SECTION 40. LIBRARY

14 8 0
                                    

Sylvia berjalan santai saat bel pelajaran selanjutnya berbunyi cukup keras. Ia berusaha diri untuk sembunyi diantara tiang-tiang. Menyelinap seperti seorang pencuri agar dirinya tak dilihat oleh orang lain.

Beberapa langkah lagi gue bakal berhasil. Gue harus bisa masuk ke perpustakaan dan ngobrol aja di kelas sama Bu Vera.

Dalam hitungan detik; Sylvia sudah berada di depan pintu perpustakaan. Sebuah gedung berwarna hijau dan lebih mirip rumahan biasa. Sylvia melangkah masuk lalu menutup pintu sebelum melihat sekeliling memastikan bahwa tak ada yang melihatnya.

"Bu Vera," teriak Sylvia dengan lantang. Tetapi, ia berusaha semaksimal mungkin agar suaranya tak terdengar hingga luar. "Ini Sylvia, Bu."

Sylvia menyusuri ruangan dalam perpustakaan. Rak-rak buku berwarna coklat yang sangat megah tampak berdiri dengan rapih. Di dalamnya terdapat berbagai literatur bidang ilmu.

Pembagian rak buku berdasarkan objek kajian ilmu; semua buku runut sesuai peraturan; Biologi, Fisika, Kimia, Ekonomi, Sejarah, Matematika, Geologi, Geofisika, Novel, Pengetahuan Umum, Sejarah Dunia, Biografi, Esai, dan lain-lain.

Emang gak salah, deng gue ini ke perpustakaan. Lumayan ada AC-nya. Dingin banget.

Di samping rak-rak buku terdapat barisan kursi yang digunakan sebagai tempat membaca siswa Akal Bangsa.

Bu Vera; Sylvia membatin

Sylvia mendengar suara bising yang bersumber dari pintu sebuah ruangan. Terdengar seorang wanita kelelahan dan bunyi tumpukan buku-buku yang dipindahkan.

"Bu Vera?" Sylvia melangkah pelan menuju ke ruangan yang menggugah rasa penasaran nya itu. Sylvia melihat sedikit ke arah dalam.

"Bu Vera ngapain?" tanya Sylvia saat berhasil mendapati wanita berjilbab segiempat itu. Bu Vera sedang memindahkan beberapa buku serta melakukan pemilihan terhadap buku-buku yang ada.

"Lagi sortir buku, Sylv." jawab Bu Vera dengan suara dan nada yang khas mencirikan dirinya. Suaranya lembut dan bersahaja. Dibalik kelembutan suaranya terdapat sikap tegas yang membuat siapapun akan sungkan dengannya.

"Ibu gak capek?" tanya Sylvia lagi melihat wanita itu tampak kelelahan. "Sini biar aku bantuin." sambung Sylvia menawarkan diri.

Belum sempat Sylvia melangkah masuk ke dalam ruangan, Bu Vera sudah menahan Sylvia.

"Gakpapa, Sylv. Kamu baca aja buku-buku. Ibu sudah ada yang bantu, kok." ujar Bu Vera memonyongkan bibir ke arah belakang. Sylvia tidak bisa tahu siapa yang dimaksud karena terhalang pintu berwarna hitam itu.
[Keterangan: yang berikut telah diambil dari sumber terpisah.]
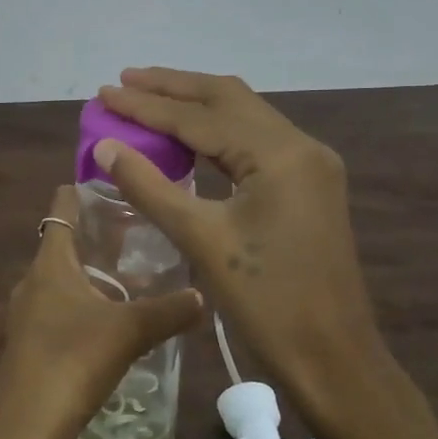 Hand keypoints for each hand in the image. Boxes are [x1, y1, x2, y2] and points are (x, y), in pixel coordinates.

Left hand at [0, 183, 203, 438]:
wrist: (26, 427)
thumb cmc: (73, 361)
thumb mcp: (129, 331)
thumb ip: (168, 311)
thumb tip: (202, 295)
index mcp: (50, 263)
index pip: (61, 207)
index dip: (82, 190)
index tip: (114, 183)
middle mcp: (32, 281)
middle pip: (64, 243)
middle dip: (97, 236)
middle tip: (141, 232)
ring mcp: (26, 314)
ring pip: (62, 280)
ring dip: (92, 274)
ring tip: (134, 277)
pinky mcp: (29, 344)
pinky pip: (59, 309)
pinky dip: (84, 305)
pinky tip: (112, 322)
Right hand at [94, 68, 433, 438]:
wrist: (333, 357)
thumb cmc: (266, 302)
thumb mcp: (201, 241)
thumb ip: (150, 187)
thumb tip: (106, 147)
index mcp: (279, 154)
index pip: (200, 117)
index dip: (146, 105)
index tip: (104, 93)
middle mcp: (300, 146)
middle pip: (227, 99)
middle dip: (173, 88)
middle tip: (124, 81)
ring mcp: (310, 164)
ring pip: (243, 116)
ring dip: (195, 105)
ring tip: (147, 97)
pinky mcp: (308, 184)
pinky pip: (255, 141)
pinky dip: (216, 132)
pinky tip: (188, 137) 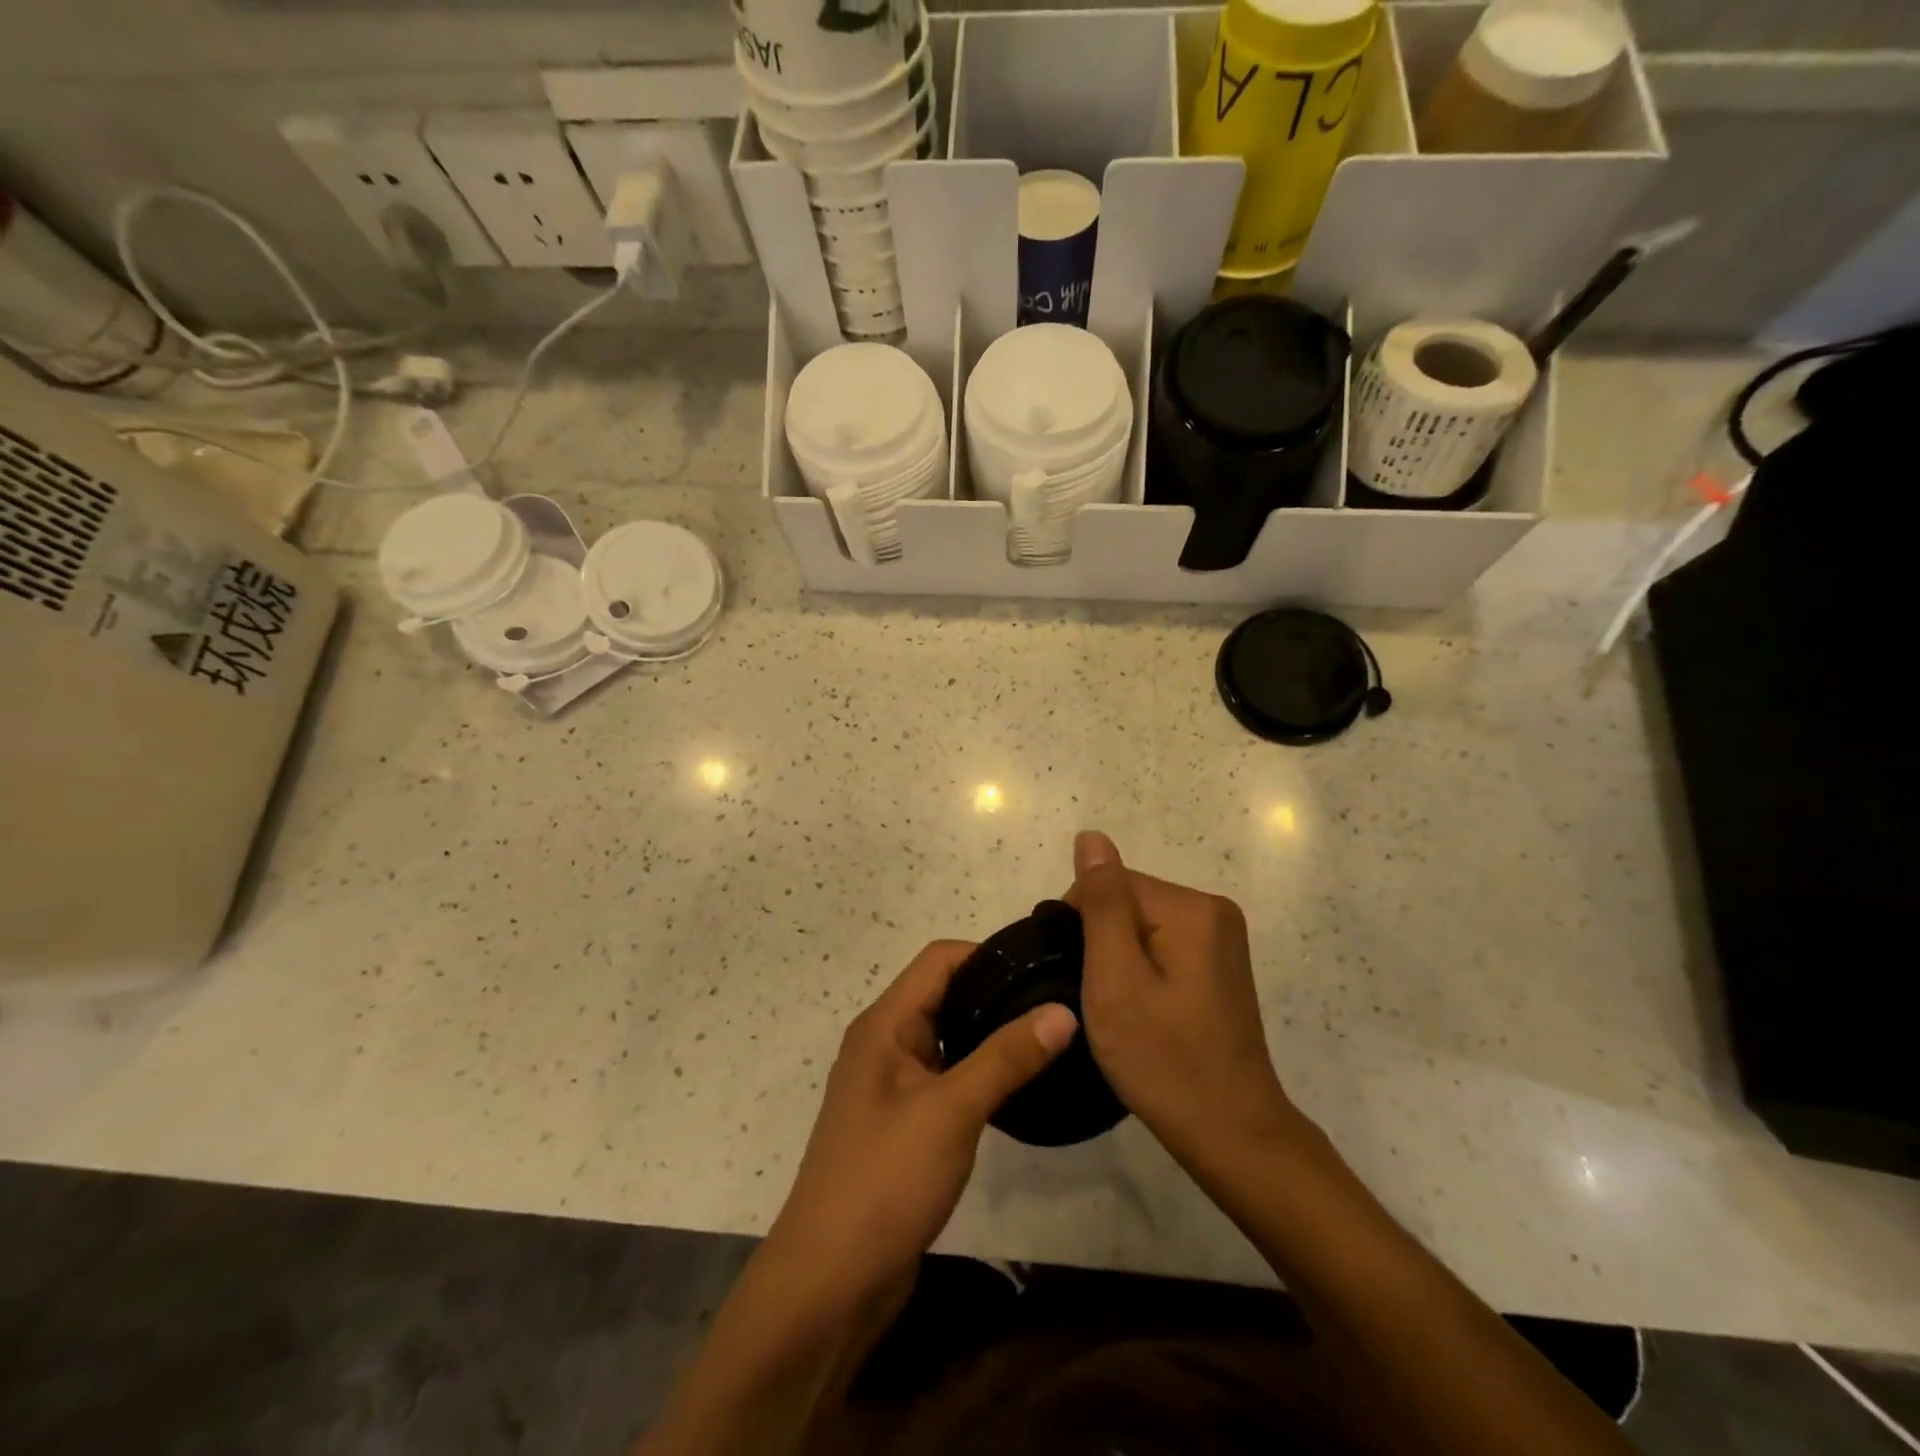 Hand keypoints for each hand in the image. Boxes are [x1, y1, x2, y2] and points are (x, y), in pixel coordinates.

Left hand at [763, 940, 1077, 1311]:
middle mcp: (884, 1043)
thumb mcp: (951, 1111)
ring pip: (946, 1037)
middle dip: (994, 991)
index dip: (987, 953)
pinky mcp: (902, 1122)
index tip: (1040, 964)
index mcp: (884, 1024)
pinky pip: (945, 1076)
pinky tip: (1015, 1085)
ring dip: (988, 1032)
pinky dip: (977, 1070)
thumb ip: (1006, 1057)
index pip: (938, 960)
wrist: (830, 1282)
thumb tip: (1062, 1010)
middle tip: (1055, 1000)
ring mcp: (891, 1085)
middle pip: (942, 994)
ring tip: (1046, 1036)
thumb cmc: (885, 1180)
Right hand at [1066, 831, 1295, 1165]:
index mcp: (1192, 908)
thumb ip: (1103, 903)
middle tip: (1102, 1001)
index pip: (1111, 884)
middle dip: (1103, 943)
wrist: (1231, 1134)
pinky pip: (1163, 947)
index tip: (1080, 977)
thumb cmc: (1164, 1059)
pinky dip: (1142, 972)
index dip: (1082, 926)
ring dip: (1120, 961)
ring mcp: (1222, 940)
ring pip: (1142, 927)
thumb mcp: (1117, 979)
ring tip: (1122, 1011)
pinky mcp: (1220, 967)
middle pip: (1129, 902)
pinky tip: (1144, 1012)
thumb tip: (1091, 836)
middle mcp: (1214, 911) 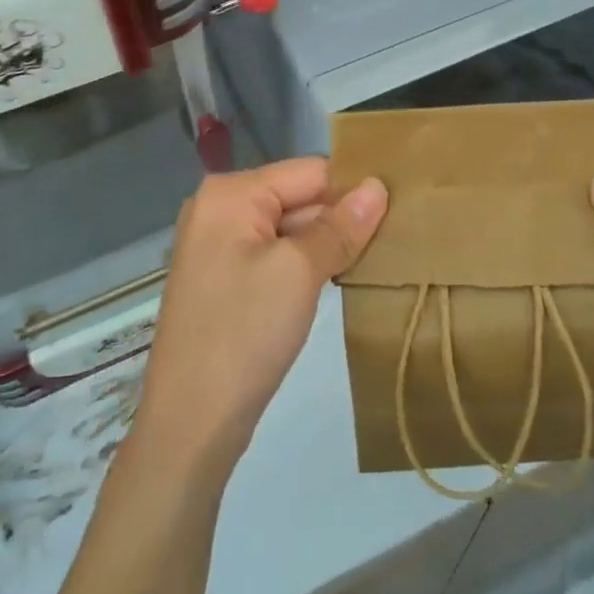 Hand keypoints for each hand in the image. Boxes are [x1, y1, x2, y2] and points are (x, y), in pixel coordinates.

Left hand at [132, 159, 387, 479]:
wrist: (191, 422)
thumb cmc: (244, 333)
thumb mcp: (299, 271)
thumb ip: (339, 226)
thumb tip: (377, 186)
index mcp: (230, 193)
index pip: (308, 171)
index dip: (353, 187)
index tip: (402, 205)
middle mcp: (220, 209)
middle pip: (298, 197)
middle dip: (342, 216)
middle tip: (400, 234)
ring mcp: (220, 246)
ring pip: (290, 229)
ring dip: (329, 242)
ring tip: (380, 254)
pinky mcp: (227, 280)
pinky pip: (277, 255)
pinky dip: (308, 263)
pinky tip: (342, 276) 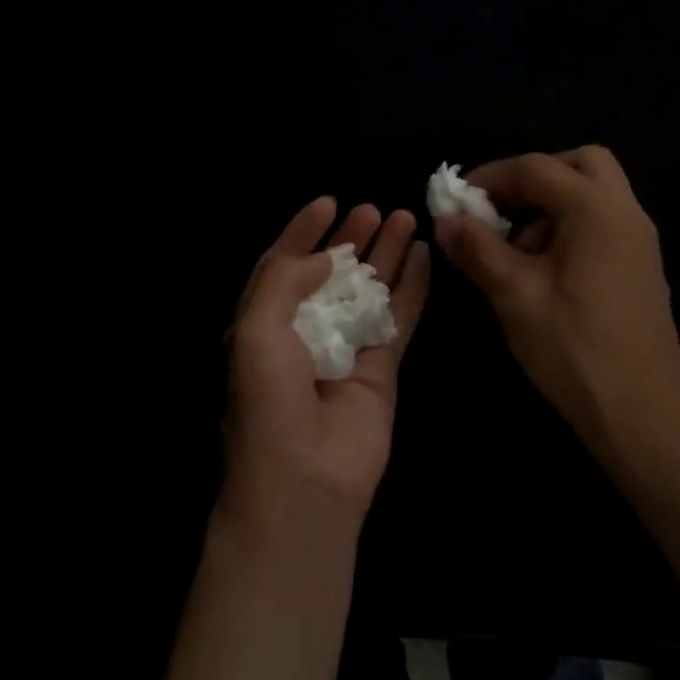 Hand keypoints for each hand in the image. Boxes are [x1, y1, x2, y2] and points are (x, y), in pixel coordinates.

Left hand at [221, 197, 430, 537]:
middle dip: (350, 239)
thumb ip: (283, 280)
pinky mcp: (383, 369)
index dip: (303, 231)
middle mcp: (303, 332)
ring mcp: (346, 349)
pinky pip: (399, 319)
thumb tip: (322, 255)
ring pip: (370, 290)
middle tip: (373, 209)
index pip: (283, 265)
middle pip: (331, 274)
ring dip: (386, 255)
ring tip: (404, 218)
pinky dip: (413, 288)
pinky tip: (424, 256)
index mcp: (261, 323)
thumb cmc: (267, 400)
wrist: (304, 478)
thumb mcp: (255, 329)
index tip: (328, 201)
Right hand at [434, 147, 679, 450]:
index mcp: (597, 210)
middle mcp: (627, 214)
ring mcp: (640, 242)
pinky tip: (543, 273)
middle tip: (498, 210)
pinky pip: (603, 224)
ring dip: (551, 204)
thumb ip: (477, 249)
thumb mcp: (515, 296)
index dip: (490, 177)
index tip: (456, 200)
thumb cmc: (575, 350)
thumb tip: (445, 218)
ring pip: (594, 195)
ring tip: (515, 251)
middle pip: (580, 165)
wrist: (643, 417)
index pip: (537, 168)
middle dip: (532, 178)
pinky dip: (570, 227)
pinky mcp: (641, 269) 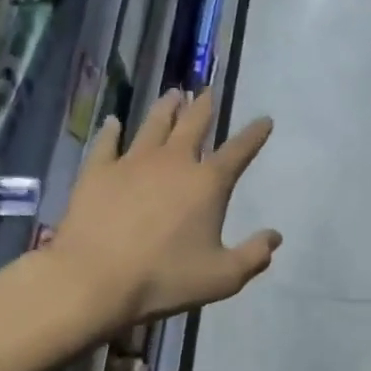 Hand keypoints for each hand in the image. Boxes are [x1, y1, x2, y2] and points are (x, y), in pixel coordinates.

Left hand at [52, 89, 280, 328]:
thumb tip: (275, 237)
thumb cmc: (165, 278)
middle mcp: (173, 161)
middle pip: (193, 124)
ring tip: (173, 94)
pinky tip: (113, 122)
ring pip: (154, 124)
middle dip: (205, 106)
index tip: (264, 120)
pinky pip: (107, 142)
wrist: (95, 278)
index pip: (238, 151)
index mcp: (207, 183)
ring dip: (167, 108)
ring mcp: (133, 162)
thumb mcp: (222, 277)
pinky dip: (111, 130)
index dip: (254, 135)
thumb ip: (253, 256)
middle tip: (208, 92)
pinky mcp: (98, 171) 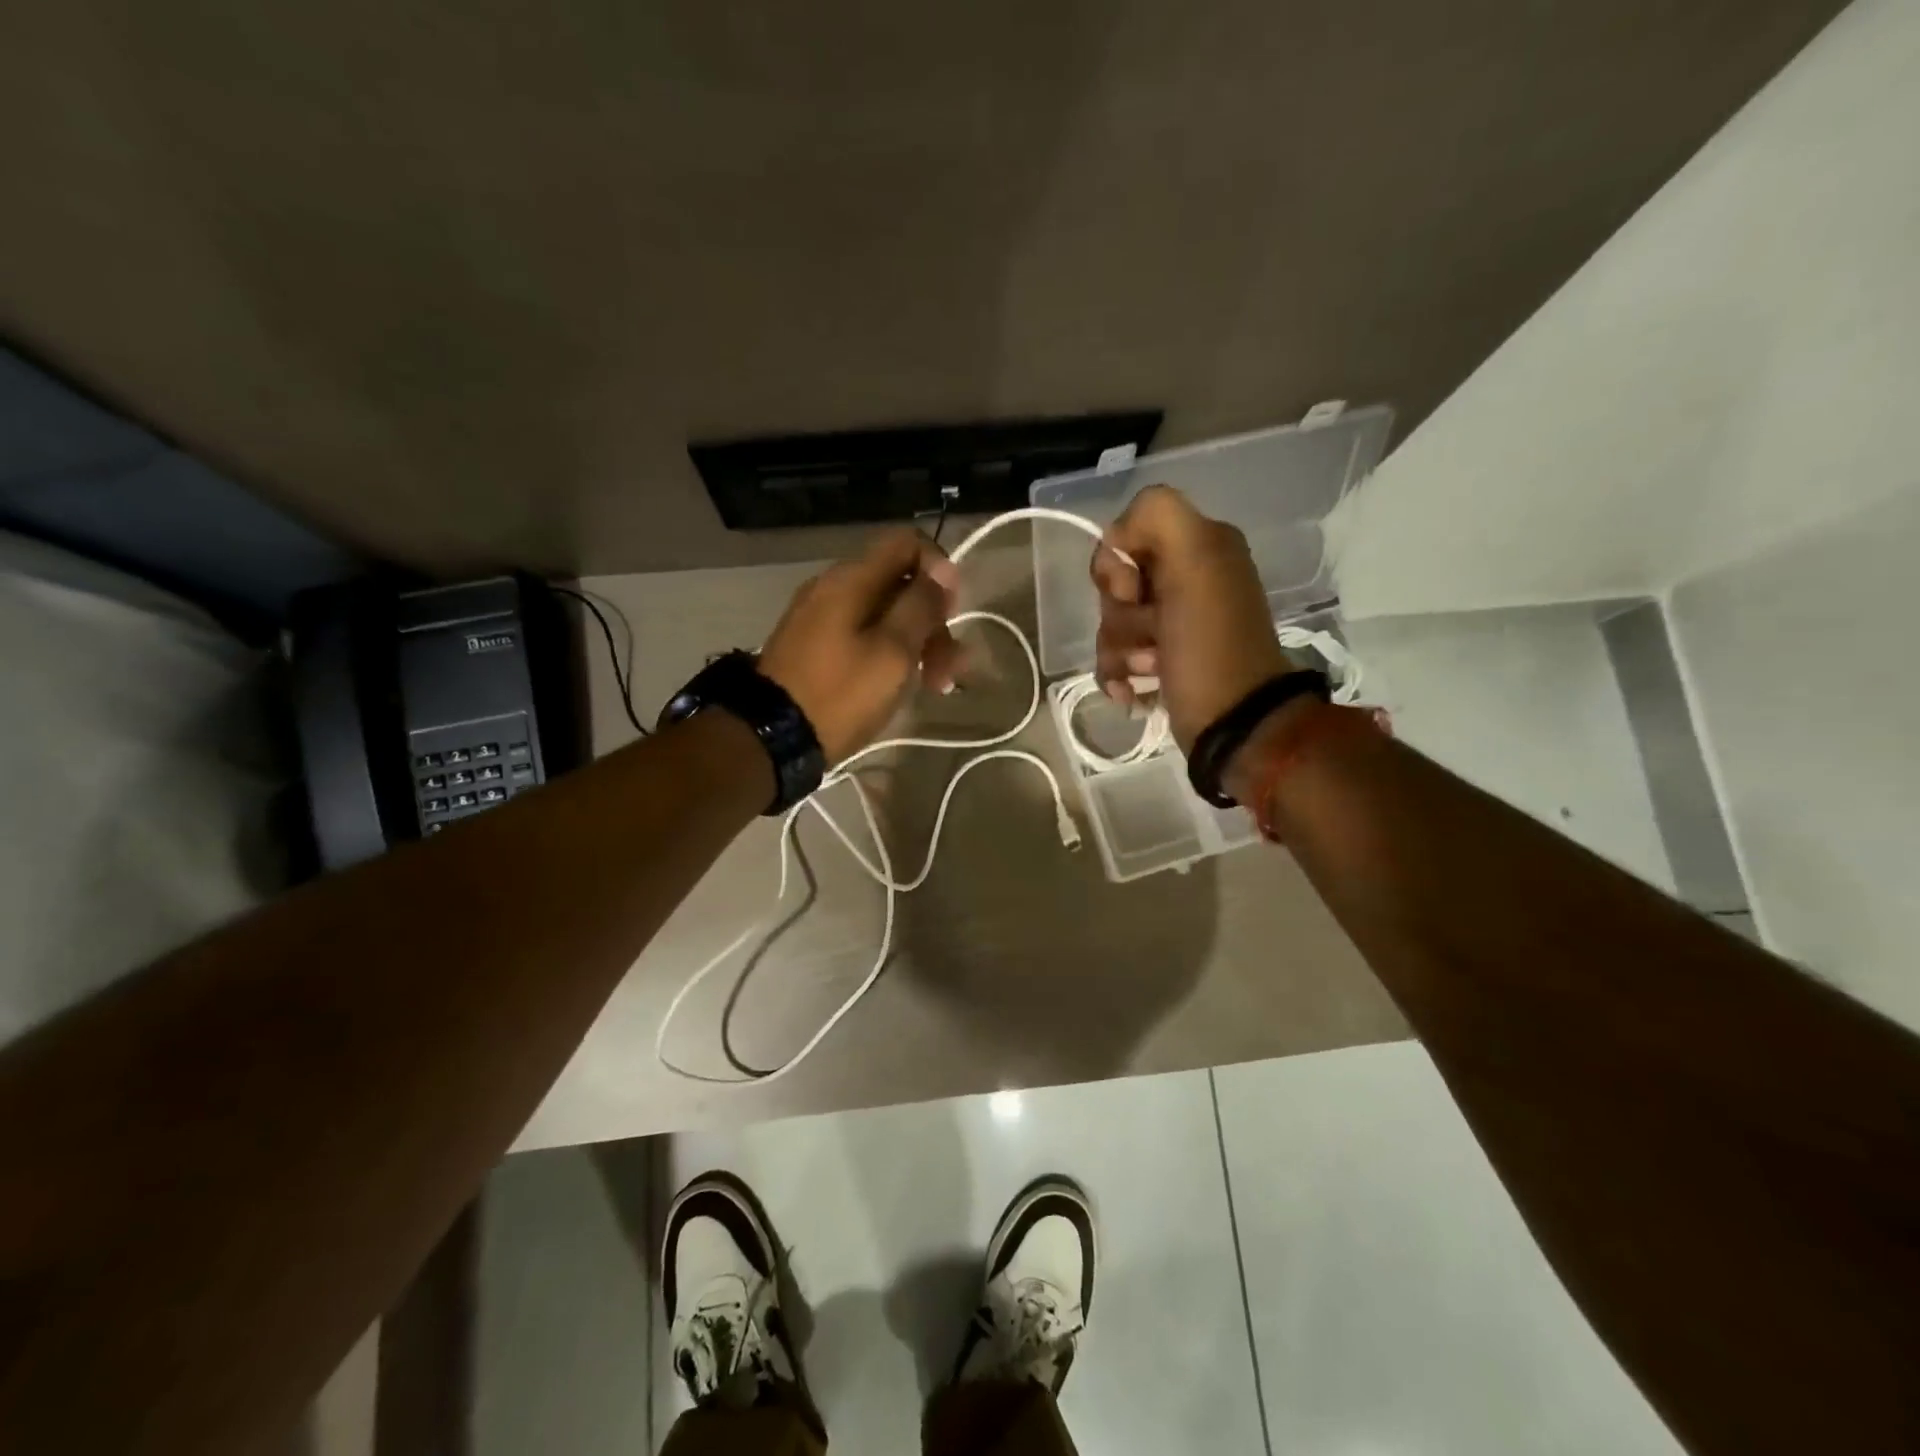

Sylvia melangkah maju dan membuka sedikit pintu hitam. Seorang laki-laki yang mengenakan seragam sekolah dan tampak berkeringat karena kelelahan.

"Narendra?" ujar Sylvia dengan nada terbata-bata dan terkejut saat mendapati seorang laki-laki yang kemarin telah ia berikan satu kecupan mesra di pipi kanan.

Narendra tersenyum lebar ke arah Sylvia. Senyumannya yang khas membuat Sylvia berdegup kencang. Ada satu momen yang tak bisa ia hindarkan. Semuanya menyelinap dengan sengaja dan tanpa permisi.

"Kamu tunggu dulu, ya. Ini sebentar lagi selesai, kok." ujar Narendra begitu saja. Bagi Sylvia; ujaran Narendra tersebut menunjukkan bahwa seolah-olah dirinya sedang menunggui Narendra. Nyatanya tidak demikian. Tetapi, itu semua membuatnya mengubah arah tujuan. Dari yang semula menghindari pelajaran kelas kini ingin bertemu Narendra.

Bunyi-bunyi tumpukan buku tampak masih mendengung di telinga Sylvia. Suara itu memberikan satu kesan romantis tentang sebuah penantian yang tidak disengaja. Sylvia mencoba memahami semuanya bahwa saat ini; keduanya berada dalam sebuah penantian.